彼らに確証はないのだ。私が行ったということを立証することは絶対にできない。こちとら黒幕だぞ。ホワイトホースにさえバレないように細心の注意を払ったからな。あのホワイトホースに気づかれていないのだったら他は誰も気づけまい。
フードつけた謎の人物の遺体でも作っておけば良かったか。しかしホワイトホースのことが明るみに出ることには自分は死んでいると思っていたし、何をどうしても私とはつながらないと思っていたから油断していた。そういうところだぞ私。

これは、私のミス。しかしもう一つは難しい。
心臓魔導器のことだ。もうこれは隠す隠さないの話ではない。ザウデで体もろともなくなる前提だったのに、身体があったらどうしたって見つかるだろう。
記憶がない時でも大焦りしていたなはっはっは。ははは、はーーー……。
ヘルメスと共に作った、愛しい魔導器の一つ。
使う機会はないだろうと思いながらも、純粋に重い病のために治療用として作成された。
それが、こんな望まれない使い方をされるとは。本当に、ヘルメスには申し訳が立たない。

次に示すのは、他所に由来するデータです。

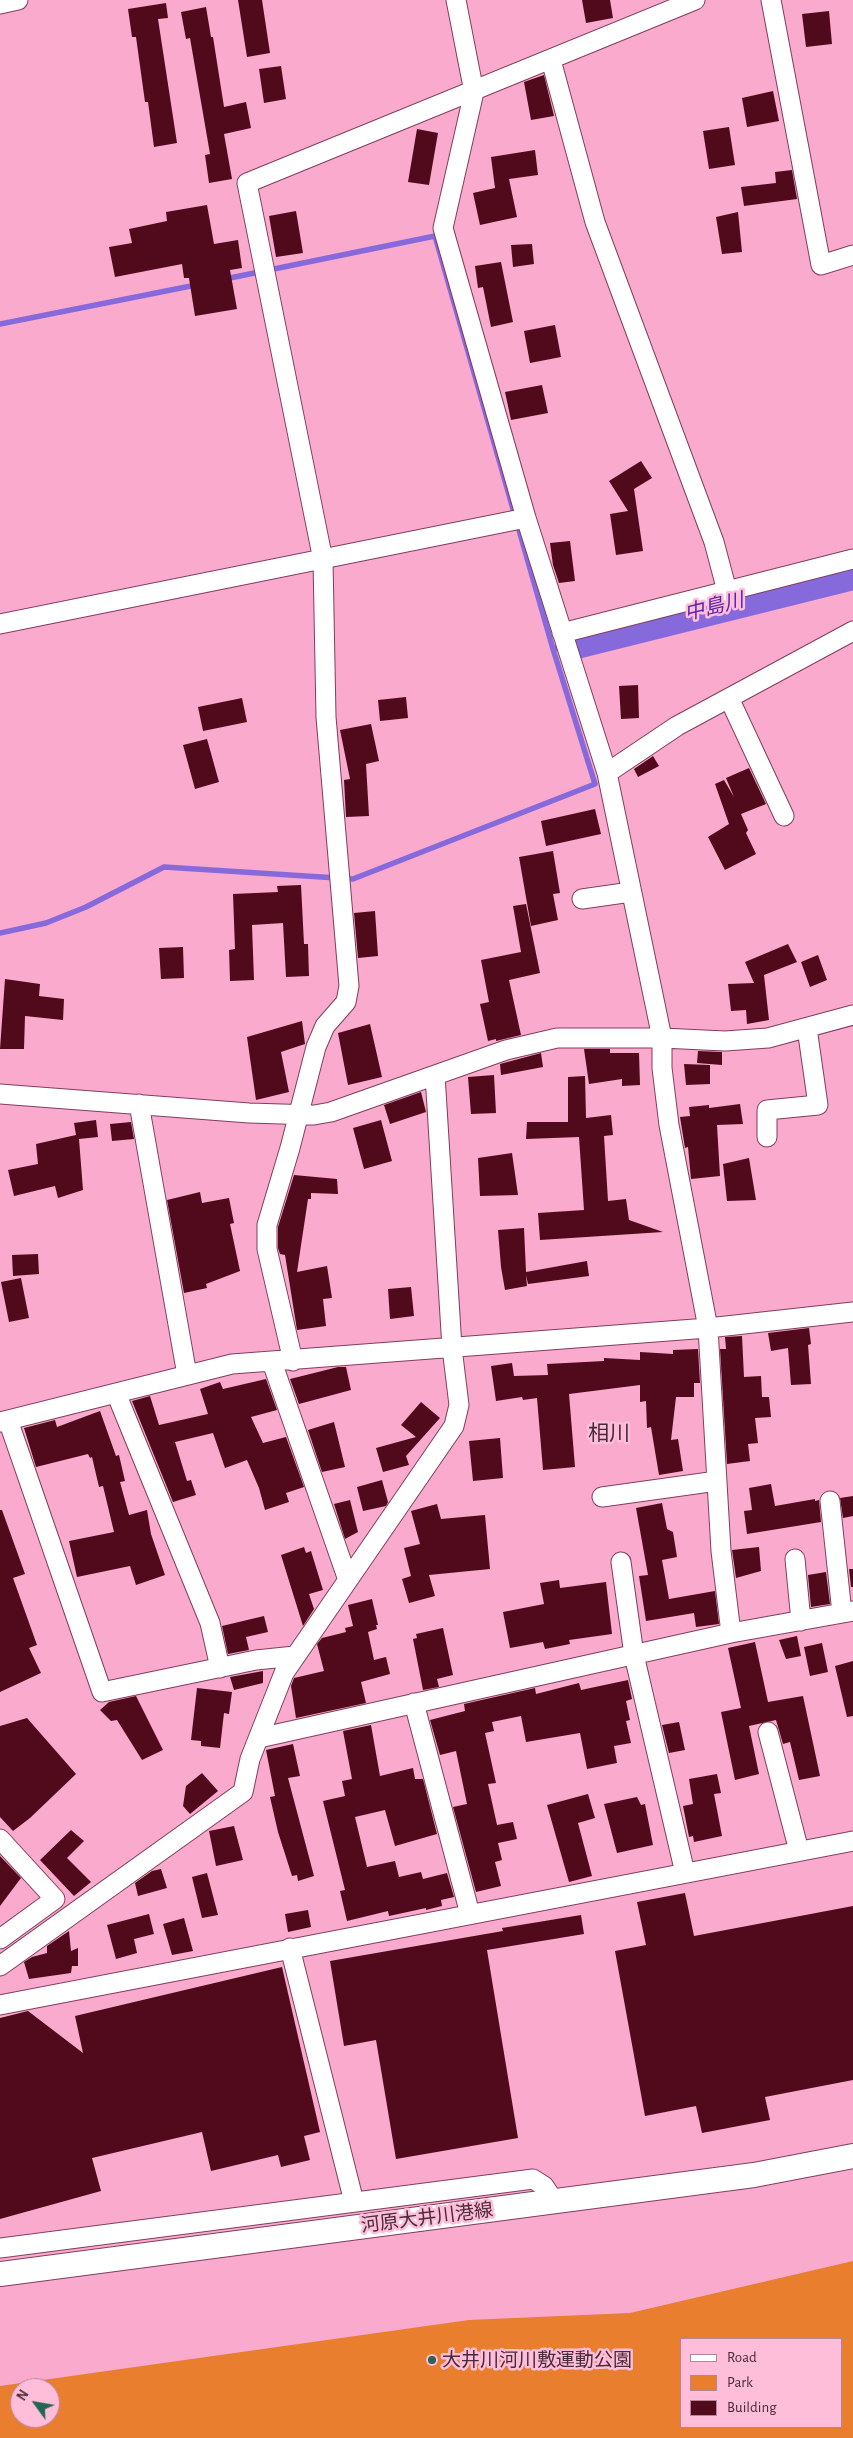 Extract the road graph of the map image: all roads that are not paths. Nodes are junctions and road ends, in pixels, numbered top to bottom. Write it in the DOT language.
graph roads {
  1 [pos="18,0"];
  2 [pos="456,0"];
  3 [pos="695,0"];
  4 [pos="771,0"];
  5 [pos="0,4"];
  6 [pos="551,60"];
  7 [pos="474,92"];
  8 [pos="853,255"];
  9 [pos="526,518"];
  10 [pos="853,559"];
  11 [pos="323,560"];
  12 [pos="727,591"];
  13 [pos="0,624"];
  14 [pos="853,630"];
  15 [pos="563,634"];
  16 [pos="729,698"];
  17 [pos="607,774"];
  18 [pos="784,816"];
  19 [pos="631,892"];
  20 [pos="582,899"];
  21 [pos="853,1015"];
  22 [pos="807,1028"];
  23 [pos="662,1038"];
  24 [pos="435,1074"];
  25 [pos="0,1094"];
  26 [pos="139,1104"];
  27 [pos="299,1114"];
  28 [pos="767,1137"];
  29 [pos="853,1312"];
  30 [pos="708,1328"];
  31 [pos="452,1348"];
  32 [pos="293,1361"];
  33 [pos="272,1362"];
  34 [pos="187,1375"];
  35 [pos="116,1393"];
  36 [pos="4,1421"];
  37 [pos="717,1481"];
  38 [pos="602,1497"];
  39 [pos="830,1501"];
  40 [pos="795,1559"];
  41 [pos="621,1562"];
  42 [pos="348,1580"];
  43 [pos="848,1612"];
  44 [pos="801,1621"];
  45 [pos="731,1633"];
  46 [pos="634,1655"];
  47 [pos="296,1656"];
  48 [pos="220,1668"];
  49 [pos="414,1703"];
  50 [pos="768,1732"];
  51 [pos="259,1738"];
  52 [pos="0,1839"];
  53 [pos="853,1841"];
  54 [pos="799,1851"];
  55 [pos="685,1873"];
  56 [pos="470,1914"];
  57 [pos="0,1939"];
  58 [pos="290,1948"];
  59 [pos="0,1966"];
  60 [pos="0,2005"];
  61 [pos="853,2156"];
  62 [pos="554,2201"];
  63 [pos="354,2202"];
  64 [pos="0,2248"];
  65 [pos="0,2274"];
  1 -- 5 [label="street"];
  2 -- 7 [label="street"];
  3 -- 6 [label="street"];
  4 -- 8 [label="street"];
  6 -- 7 [label="street"];
  6 -- 12 [label="street"];
  7 -- 9 [label="street"];
  7 -- 11 [label="street"];
  9 -- 11 [label="street"];
  9 -- 15 [label="street"];
  10 -- 12 [label="street"];
  11 -- 13 [label="street"];
  11 -- 27 [label="street"];
  12 -- 15 [label="street"];
  14 -- 16 [label="street"];
  15 -- 17 [label="street"];
  16 -- 17 [label="street"];
  16 -- 18 [label="street"];
  17 -- 19 [label="street"];
  19 -- 20 [label="street"];
  19 -- 23 [label="street"];
  21 -- 22 [label="street"];
  22 -- 23 [label="street"];
  22 -- 28 [label="street"];
  23 -- 24 [label="street"];
  23 -- 30 [label="street"];
  24 -- 27 [label="street"];
  24 -- 31 [label="street"];
  25 -- 26 [label="street"];
  26 -- 27 [label="street"];
  26 -- 34 [label="street"];
  27 -- 32 [label="street"];
  29 -- 30 [label="street"];
  30 -- 31 [label="street"];
  30 -- 37 [label="street"];
  31 -- 32 [label="street"];
  31 -- 42 [label="street"];
  32 -- 33 [label="street"];
  33 -- 34 [label="street"];
  33 -- 42 [label="street"];
  34 -- 35 [label="street"];
  35 -- 36 [label="street"];
  35 -- 48 [label="street"];
  36 -- 48 [label="street"];
  37 -- 38 [label="street"];
  37 -- 45 [label="street"];
  39 -- 43 [label="street"];
  40 -- 44 [label="street"];
  41 -- 46 [label="street"];
  42 -- 47 [label="street"];
  43 -- 44 [label="street"];
  44 -- 45 [label="street"];
  45 -- 46 [label="street"];
  46 -- 49 [label="street"];
  46 -- 55 [label="street"];
  47 -- 48 [label="street"];
  47 -- 51 [label="street"];
  49 -- 51 [label="street"];
  49 -- 56 [label="street"];
  50 -- 54 [label="street"];
  51 -- 59 [label="street"];
  52 -- 57 [label="street"];
  53 -- 54 [label="street"];
  54 -- 55 [label="street"];
  55 -- 56 [label="street"];
  56 -- 58 [label="street"];
  58 -- 60 [label="street"];
  58 -- 63 [label="street"];
  61 -- 62 [label="main road, 河原大井川港線"];
  62 -- 63 [label="street"];
  62 -- 65 [label="main road, 河原大井川港線"];
  63 -- 64 [label="street"];
}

そうして、評議会に埋め込まれたこれが今、私を再び追い詰めている。
制御装置は没収され、壊れたと思ったそれは未だ稼働し続ける。
これがあるから、殿下は裁きを躊躇ってしまった。私がただの被害者かもしれないなどと僅かにも考えてしまった。裏に何かあるのではないかと。

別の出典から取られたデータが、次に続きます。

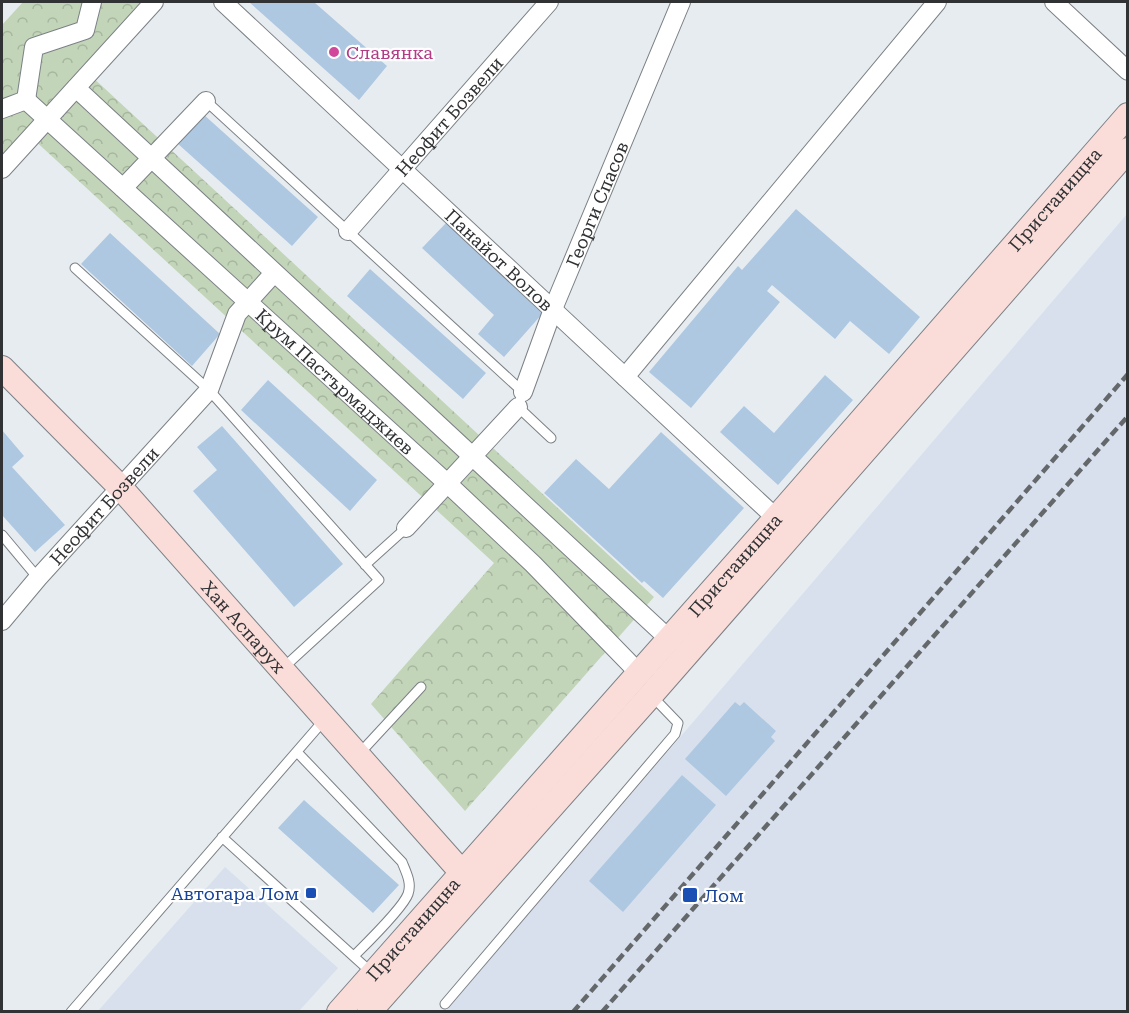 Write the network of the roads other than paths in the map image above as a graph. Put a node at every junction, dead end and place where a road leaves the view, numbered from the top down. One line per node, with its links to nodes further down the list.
1 (92, 2): 8 (street)
2 (154, 2): 9 (street)
3 (223, 2): 20 (street, Панайот Волов)
4 (549, 2): 20 (street, Неофит Бозвели)
5 (681, 2): 26 (street, Георги Спасов)
6 (937, 2): 28 (street)
7 (1053, 2): 10 (street)
8 (85, 30): 9 (street); 12 (street)
9 (108, 52): 11 (street)
10 (1128, 71)
11 (76, 88): 16 (street); 18 (street, Крум Пастърмаджиев)
12 (26, 100): 14 (street); 16 (street, Крум Пастърмаджиев)
13 (206, 101): 18 (street); 22 (lane)
14 (2, 109)
15 (1128, 115): 35 (main road, Пристанищна)
16 (47, 119): 19 (street); 21 (street, Крум Пастърмаджиев)
17 (1128, 150): 45 (main road, Пристанищна)
18 (151, 158): 21 (street); 24 (street, Крум Пастърмаджиев)
19 (2, 169)
20 (403, 170): 22 (street, Неофит Бозвели); 26 (street, Панайот Волов)
21 (123, 188): 25 (street, Крум Пастърмаджиев)
22 (348, 231): 30 (lane)
23 (75, 268): 29 (lane)
24 (274, 273): 25 (street); 32 (street, Крум Пастърмаджиев)
25 (248, 301): 29 (street); 33 (street, Крум Пастърмаджиев)
26 (553, 309): 28 (street, Панайот Волов); 30 (street, Георги Спасов)
27 (2, 368): 34 (main road, Хан Аспарух)
28 (625, 377): 35 (street, Панайот Волов)
29 (208, 390): 34 (street, Неофит Бозвели); 38 (lane)
30 (520, 399): 31 (lane); 32 (street)
31 (551, 438)
32 (473, 457): 33 (street); 41 (street, Крум Пастърмаджиев)
33 (448, 484): 36 (street); 43 (street, Крум Пастърмаджиев)
34 (120, 487): 39 (street, Неофит Бозвели); 42 (main road, Хан Аспарух)
35 (776, 518): 41 (main road, Пристанищна)
36 (406, 528): 38 (lane)
37 (2, 535): 39 (lane)
38 (365, 565): 42 (lane)
39 (38, 578): 40 (street, Неофит Бозвели)
40 (2, 621)
41 (669, 639): 43 (main road, Пристанищна)
42 (282, 670): 46 (main road, Хан Аспарух)
43 (638, 672): 50 (main road, Пристанищна)
44 (421, 687): 48 (lane)
45 (651, 695): 50 (main road, Пристанищна); 53 (lane)
46 (325, 719): 47 (lane); 48 (main road, Хан Аспарух)
47 (297, 752): 49 (lane); 51 (lane)
48 (357, 756): 50 (main road, Хан Аспарух)
49 (222, 837): 51 (lane); 54 (lane)
50 (470, 882): 52 (main road, Пристанищна); 56 (main road, Пристанищна)
51 (354, 956): 52 (lane)
52 (373, 973): 55 (main road, Пристанищна)
53 (445, 1004)
54 (71, 1011)
55 (339, 1011)
56 (369, 1011)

裏など、いくらでもある。騎士団も、評議会も。ギルドでさえも。
暗闇をいくら見つめても永遠の闇しかないのだ。そんなものを見て、どうする。
その間に、もっと益になることは大いにあるはずだった。
それを、こんな大罪人のために使うなど。

(私が、死ぬまでの時間は、あと何日、何十日。何百日。何ヶ月。何年。何十年……)

この止まらぬ思考回路を、無理やりにでも止めて欲しかった。